Potential influence of gut microbiota on the process of hypertriglyceridemia-aggravated acute pancreatitis

Figure 1 Bidirectional communication between the gut and pancreas. Gut microbiota may enter the pancreas through: Portal circulation; Mesenteric lymph nodes; Pancreatic duct reflux. Gut microbiota metabolites mediate bidirectional communication between the gut and pancreas. Gut microbiota can cause bacterial translocation by regulating the regulatory T cell/T helper 17 cell ratio. The reduction of Bacteroides abundance can regulate neutrophils to form neutrophil extracellular traps, leading to impairment of intestinal barrier function. The inflammatory response of the pancreas leads to a decrease in antimicrobial peptide synthesis, which results in a disturbance of the gut microbiota. Gut microbiota disorders lead to lipopolysaccharide elevation, leading to pancreatic acinar cell damage.
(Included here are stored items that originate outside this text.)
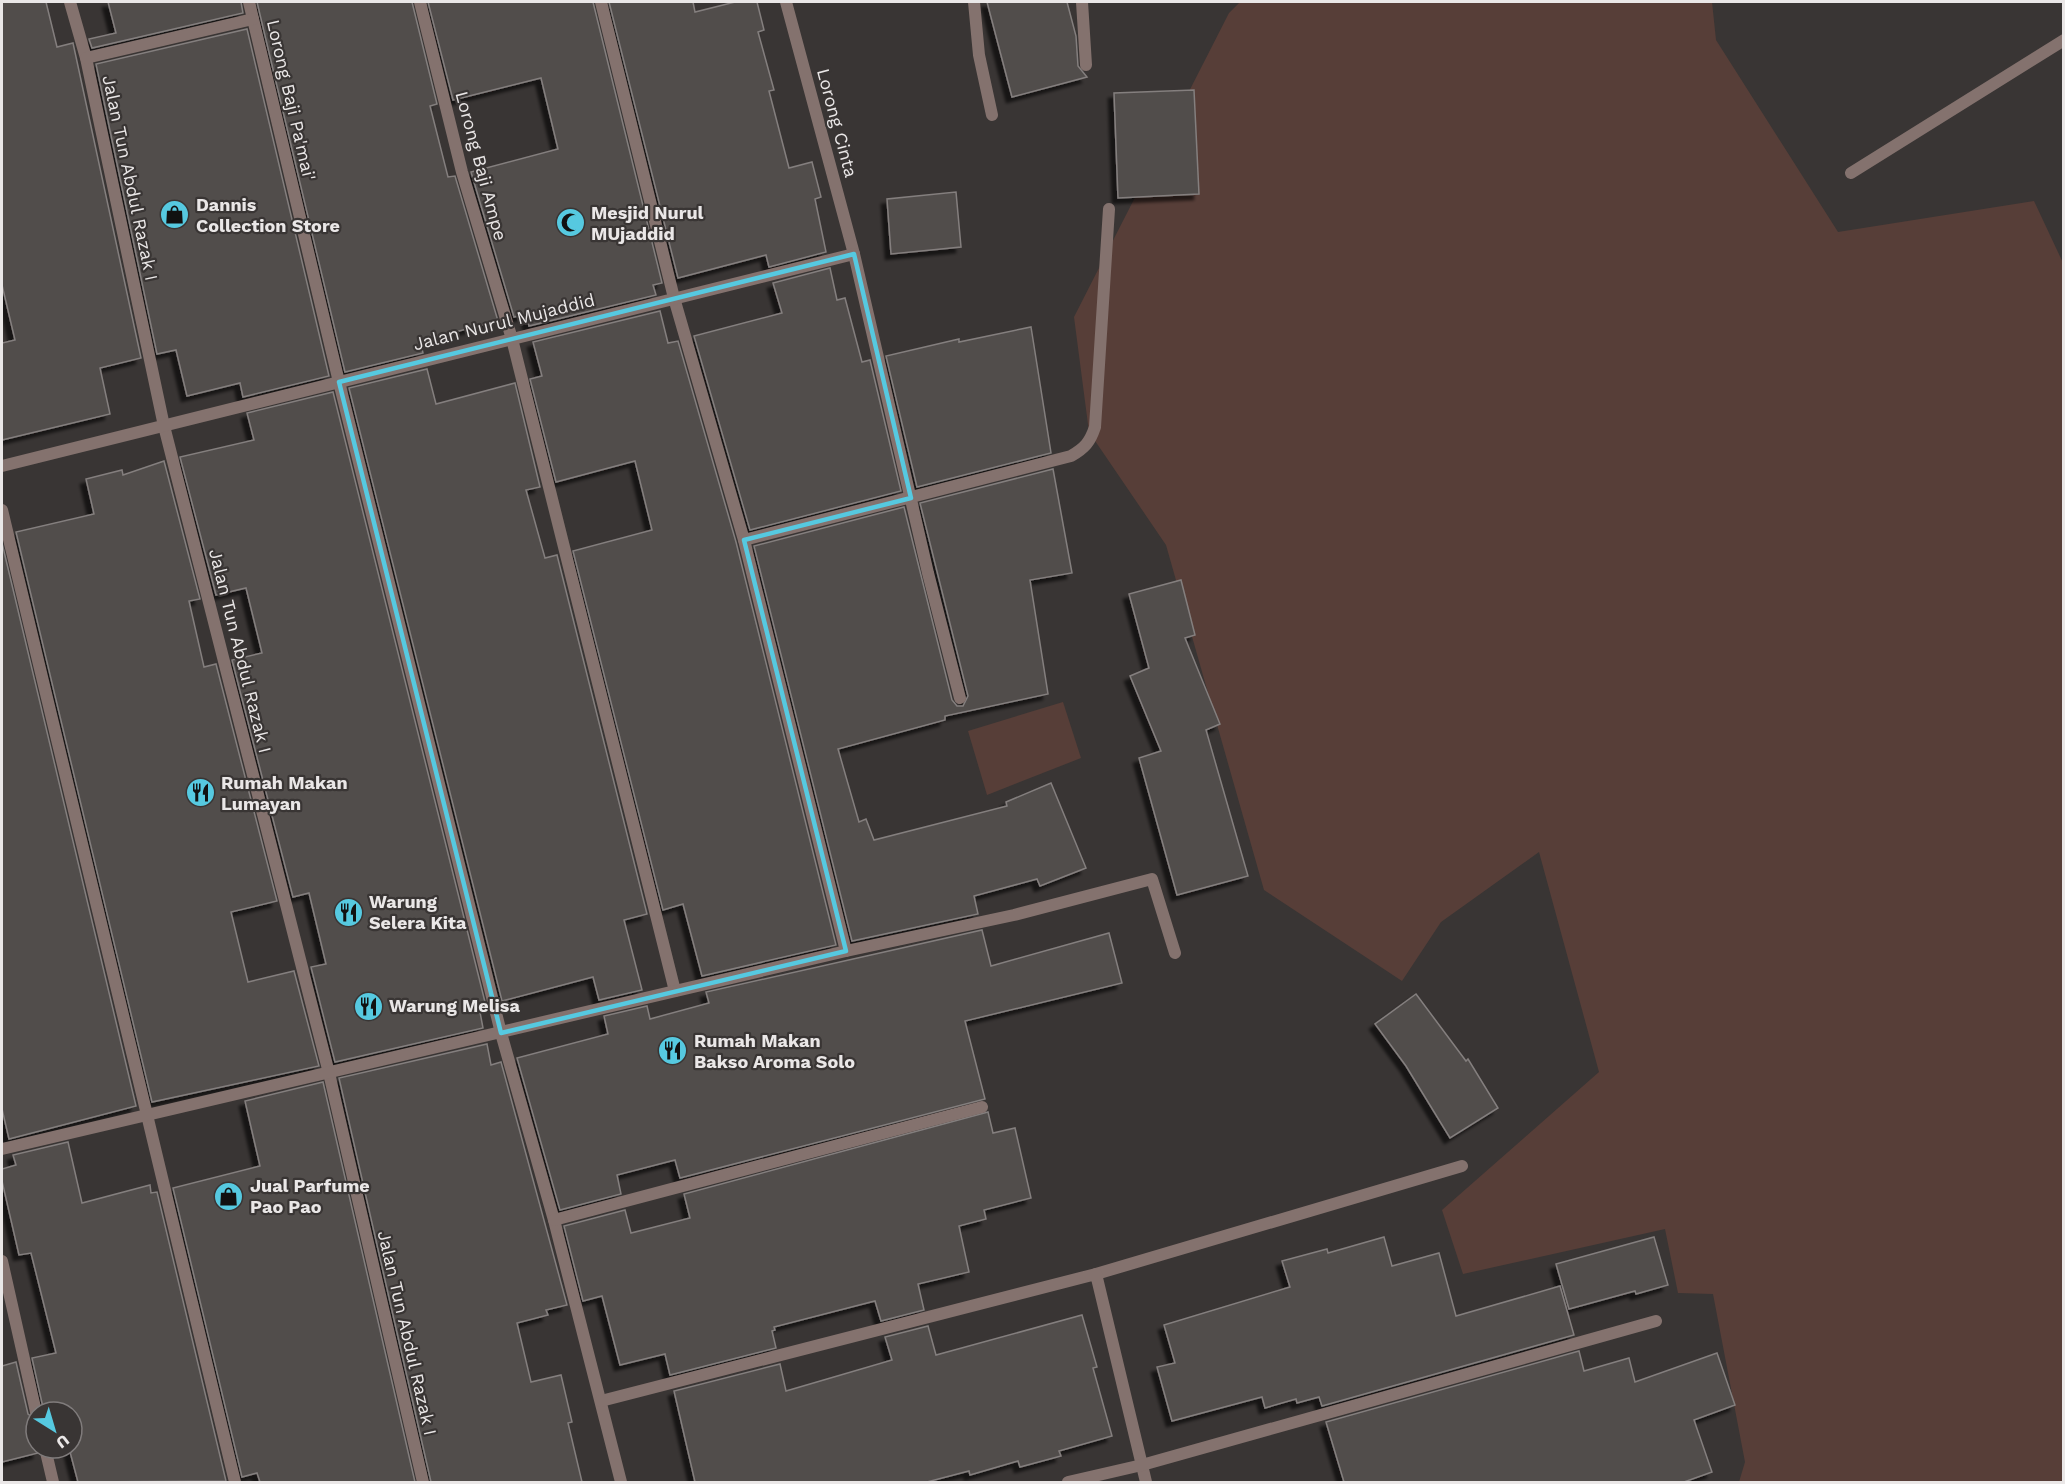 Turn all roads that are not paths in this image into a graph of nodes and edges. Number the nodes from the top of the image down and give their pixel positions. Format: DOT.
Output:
graph roads {
  1 [pos="70,2"];
  2 [pos="249,2"];
  3 [pos="420,2"];
  4 [pos="601,2"];
  5 [pos="786,2"];
  6 [pos="975,2"];
  7 [pos="1082,2"];
  8 [pos="253,19"];
  9 [pos="2064,40"];
  10 [pos="86,58"];
  11 [pos="1086,66"];
  12 [pos="992,115"];
  13 [pos="1851,173"];
  14 [pos="1109,209"];
  15 [pos="854,254"];
  16 [pos="674,298"];
  17 [pos="512,339"];
  18 [pos="339,382"];
  19 [pos="164,426"];
  20 [pos="2,466"];
  21 [pos="911,498"];
  22 [pos="2,510"];
  23 [pos="744,540"];
  24 [pos="960,698"];
  25 [pos="846,951"];
  26 [pos="1175,953"];
  27 [pos="675,991"];
  28 [pos="501,1033"];
  29 [pos="329,1073"];
  30 [pos="982,1107"];
  31 [pos="146,1115"];
  32 [pos="2,1149"];
  33 [pos="1462,1166"];
  34 [pos="554,1220"];
  35 [pos="2,1261"];
  36 [pos="1096,1274"];
  37 [pos="1656,1321"];
  38 [pos="33,1400"];
  39 [pos="601,1401"];
  40 [pos="48,1460"];
  41 [pos="1142,1465"];
  42 [pos="53,1482"];
  43 [pos="235,1482"];
  44 [pos="423,1482"];
  45 [pos="621,1482"];
  46 [pos="1068,1482"];
  47 [pos="1146,1482"];
  1 -- 10 [label="street, Jalan Tun Abdul Razak I"];
  2 -- 8 [label="street, Lorong Baji Pa'mai'"];
  3 -- 17 [label="street, Lorong Baji Ampe"];
  4 -- 16 [label="street"];
  5 -- 15 [label="street, Lorong Cinta"];
  6 -- 12 [label="street"];
  7 -- 11 [label="street"];
  8 -- 10 [label="street"];
  8 -- 18 [label="street, Lorong Baji Pa'mai'"];
  9 -- 13 [label="street"];
  10 -- 19 [label="street, Jalan Tun Abdul Razak I"];
  14 -- 21 [label="street"];
  15 -- 16 [label="street, Jalan Nurul Mujaddid"];
  15 -- 21 [label="street, Lorong Cinta"];
  16 -- 17 [label="street, Jalan Nurul Mujaddid"];
  16 -- 23 [label="street"];
  17 -- 18 [label="street, Jalan Nurul Mujaddid"];
  17 -- 27 [label="street, Lorong Baji Ampe"];
  18 -- 19 [label="street, Jalan Nurul Mujaddid"];
  18 -- 28 [label="street, Lorong Baji Pa'mai'"];
  19 -- 20 [label="street, Jalan Nurul Mujaddid"];
  19 -- 29 [label="street, Jalan Tun Abdul Razak I"];
  21 -- 23 [label="street"];
  21 -- 24 [label="street, Lorong Cinta"];
  22 -- 31 [label="street"];
  23 -- 25 [label="street"];
  25 -- 26 [label="street"];
  25 -- 27 [label="street"];
  27 -- 28 [label="street"];
  28 -- 29 [label="street"];
  28 -- 34 [label="street, Lorong Baji Pa'mai'"];
  29 -- 31 [label="street"];
  29 -- 44 [label="street, Jalan Tun Abdul Razak I"];
  30 -- 34 [label="street"];
  31 -- 32 [label="street"];
  31 -- 43 [label="street"];
  33 -- 36 [label="street"];
  34 -- 39 [label="street, Lorong Baji Pa'mai'"];
  35 -- 38 [label="street"];
  36 -- 39 [label="street"];
  36 -- 41 [label="street"];
  37 -- 41 [label="street"];
  39 -- 45 [label="street, Lorong Baji Pa'mai'"];
  40 -- 42 [label="street"];
  41 -- 46 [label="street"];
  41 -- 47 [label="street"];
}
IL: Interleukin; Treg: Regulatory T; Th: T helper; CD: Cluster of differentiation; SCFAs: Short-chain fatty acids; TMAO: Trimethylamine N-oxide; LPS: Lipopolysaccharide.

Figure 2 Changes in gut microbiota composition in hypertriglyceridemia-induced acute pancreatitis and acute pancreatitis. Clinically, it has been observed that acute pancreatitis (AP) can lead to changes in the composition and function of gut microbiota, and the gut microbiota of patients with hypertriglyceridemia-induced AP shows different dominant bacteria from that of AP. AP: Acute pancreatitis; HTG: Hypertriglyceridemia; ANP: Acute necrotizing pancreatitis.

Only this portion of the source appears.